Salameh also rejected calls for devaluing the Lebanese pound to reduce the pound-denominated component of the public debt, affirming that devaluation would result in higher interest rates, which would hurt the economy. Governor Salameh remained confident about maintaining the level of foreign currency reserves despite the bank’s intervention in September and October to alleviate the pressure on the pound.
Finally, he said that bank earnings would be positively affected with better economic growth prospects, as overall profits of the sector dropped by about 25 percent in the first 9 months of the year due to the recession and last year’s cut in interest rates on Treasury bills.
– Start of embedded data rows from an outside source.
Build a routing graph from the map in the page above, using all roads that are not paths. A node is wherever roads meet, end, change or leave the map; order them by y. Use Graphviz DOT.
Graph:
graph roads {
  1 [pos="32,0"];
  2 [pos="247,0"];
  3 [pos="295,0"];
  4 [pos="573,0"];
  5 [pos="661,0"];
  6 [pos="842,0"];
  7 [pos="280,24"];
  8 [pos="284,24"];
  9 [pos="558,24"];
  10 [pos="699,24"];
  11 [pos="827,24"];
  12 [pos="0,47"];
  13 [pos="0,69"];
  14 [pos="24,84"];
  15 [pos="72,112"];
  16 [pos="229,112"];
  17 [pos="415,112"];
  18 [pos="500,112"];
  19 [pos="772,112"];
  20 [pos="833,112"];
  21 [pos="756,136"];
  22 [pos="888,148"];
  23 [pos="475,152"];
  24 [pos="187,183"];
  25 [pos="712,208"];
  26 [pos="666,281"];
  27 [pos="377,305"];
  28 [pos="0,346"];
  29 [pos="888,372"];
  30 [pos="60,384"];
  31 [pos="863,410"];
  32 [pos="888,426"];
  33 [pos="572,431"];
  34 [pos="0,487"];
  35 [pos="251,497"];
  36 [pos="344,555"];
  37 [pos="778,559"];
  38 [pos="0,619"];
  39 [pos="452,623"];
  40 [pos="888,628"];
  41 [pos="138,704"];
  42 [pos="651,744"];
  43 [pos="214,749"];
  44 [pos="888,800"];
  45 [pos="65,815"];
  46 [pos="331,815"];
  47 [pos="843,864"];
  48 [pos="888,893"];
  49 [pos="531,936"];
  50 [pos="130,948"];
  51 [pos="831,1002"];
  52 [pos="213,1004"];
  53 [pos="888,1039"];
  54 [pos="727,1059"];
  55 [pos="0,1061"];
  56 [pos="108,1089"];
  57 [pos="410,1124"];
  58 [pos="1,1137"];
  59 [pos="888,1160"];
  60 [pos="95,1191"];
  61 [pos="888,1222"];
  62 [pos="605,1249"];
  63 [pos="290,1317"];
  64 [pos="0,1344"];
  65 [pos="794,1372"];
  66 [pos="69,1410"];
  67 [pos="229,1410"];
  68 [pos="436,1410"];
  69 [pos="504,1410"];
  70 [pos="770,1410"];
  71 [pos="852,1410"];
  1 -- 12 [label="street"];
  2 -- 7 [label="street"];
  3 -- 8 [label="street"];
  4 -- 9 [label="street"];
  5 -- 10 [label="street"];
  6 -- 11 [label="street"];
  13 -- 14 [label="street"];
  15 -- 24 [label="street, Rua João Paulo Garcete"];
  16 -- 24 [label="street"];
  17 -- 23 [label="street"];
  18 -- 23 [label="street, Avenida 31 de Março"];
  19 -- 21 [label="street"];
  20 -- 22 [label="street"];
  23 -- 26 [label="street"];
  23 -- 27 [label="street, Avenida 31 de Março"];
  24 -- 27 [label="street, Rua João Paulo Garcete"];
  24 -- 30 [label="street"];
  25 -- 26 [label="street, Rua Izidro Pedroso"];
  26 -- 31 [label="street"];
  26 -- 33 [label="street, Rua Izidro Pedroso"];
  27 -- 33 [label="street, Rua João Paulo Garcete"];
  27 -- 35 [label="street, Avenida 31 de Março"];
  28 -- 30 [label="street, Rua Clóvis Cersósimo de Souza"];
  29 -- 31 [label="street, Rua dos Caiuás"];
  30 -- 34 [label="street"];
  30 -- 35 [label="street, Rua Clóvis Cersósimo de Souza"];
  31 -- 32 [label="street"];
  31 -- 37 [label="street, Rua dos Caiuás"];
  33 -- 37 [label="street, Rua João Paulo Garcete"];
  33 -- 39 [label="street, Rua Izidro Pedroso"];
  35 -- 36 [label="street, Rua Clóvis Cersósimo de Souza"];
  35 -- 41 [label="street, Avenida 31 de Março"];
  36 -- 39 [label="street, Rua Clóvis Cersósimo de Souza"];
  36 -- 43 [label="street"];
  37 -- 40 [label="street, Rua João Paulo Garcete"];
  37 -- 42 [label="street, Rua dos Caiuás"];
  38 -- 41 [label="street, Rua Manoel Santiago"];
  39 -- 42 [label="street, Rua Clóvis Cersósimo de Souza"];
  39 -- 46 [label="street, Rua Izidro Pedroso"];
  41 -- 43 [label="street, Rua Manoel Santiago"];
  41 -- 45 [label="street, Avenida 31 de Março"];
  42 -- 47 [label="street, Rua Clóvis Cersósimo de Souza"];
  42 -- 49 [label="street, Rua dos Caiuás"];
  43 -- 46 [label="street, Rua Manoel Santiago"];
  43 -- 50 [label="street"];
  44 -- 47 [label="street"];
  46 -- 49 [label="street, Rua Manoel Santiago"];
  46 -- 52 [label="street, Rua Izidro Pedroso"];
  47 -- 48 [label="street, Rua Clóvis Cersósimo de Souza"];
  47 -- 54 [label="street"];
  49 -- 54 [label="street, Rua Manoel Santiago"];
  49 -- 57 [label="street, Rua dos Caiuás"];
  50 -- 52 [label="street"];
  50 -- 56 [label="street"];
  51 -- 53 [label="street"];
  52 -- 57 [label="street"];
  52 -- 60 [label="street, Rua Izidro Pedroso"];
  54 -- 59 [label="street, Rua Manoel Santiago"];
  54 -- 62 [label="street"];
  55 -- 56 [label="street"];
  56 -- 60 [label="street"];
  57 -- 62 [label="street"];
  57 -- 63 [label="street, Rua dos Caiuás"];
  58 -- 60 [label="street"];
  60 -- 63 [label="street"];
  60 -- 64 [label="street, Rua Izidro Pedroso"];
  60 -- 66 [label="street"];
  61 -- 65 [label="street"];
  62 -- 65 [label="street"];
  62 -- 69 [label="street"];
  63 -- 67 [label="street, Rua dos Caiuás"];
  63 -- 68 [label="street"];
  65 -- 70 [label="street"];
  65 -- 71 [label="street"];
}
Within the context of stimulating economic growth and reducing the cost of doing business in Lebanon, the Cabinet is expected to reduce social security contributions by 10-11 percent from the current 38.5 percent to 27.5-28.5 percent by the end of the year. The National Social Security Fund (NSSF) collects 35.5 percent from employers and 3 percent from employees off their salaries, and the fund provides family allowances, end-of-service payments, and health and maternity benefits.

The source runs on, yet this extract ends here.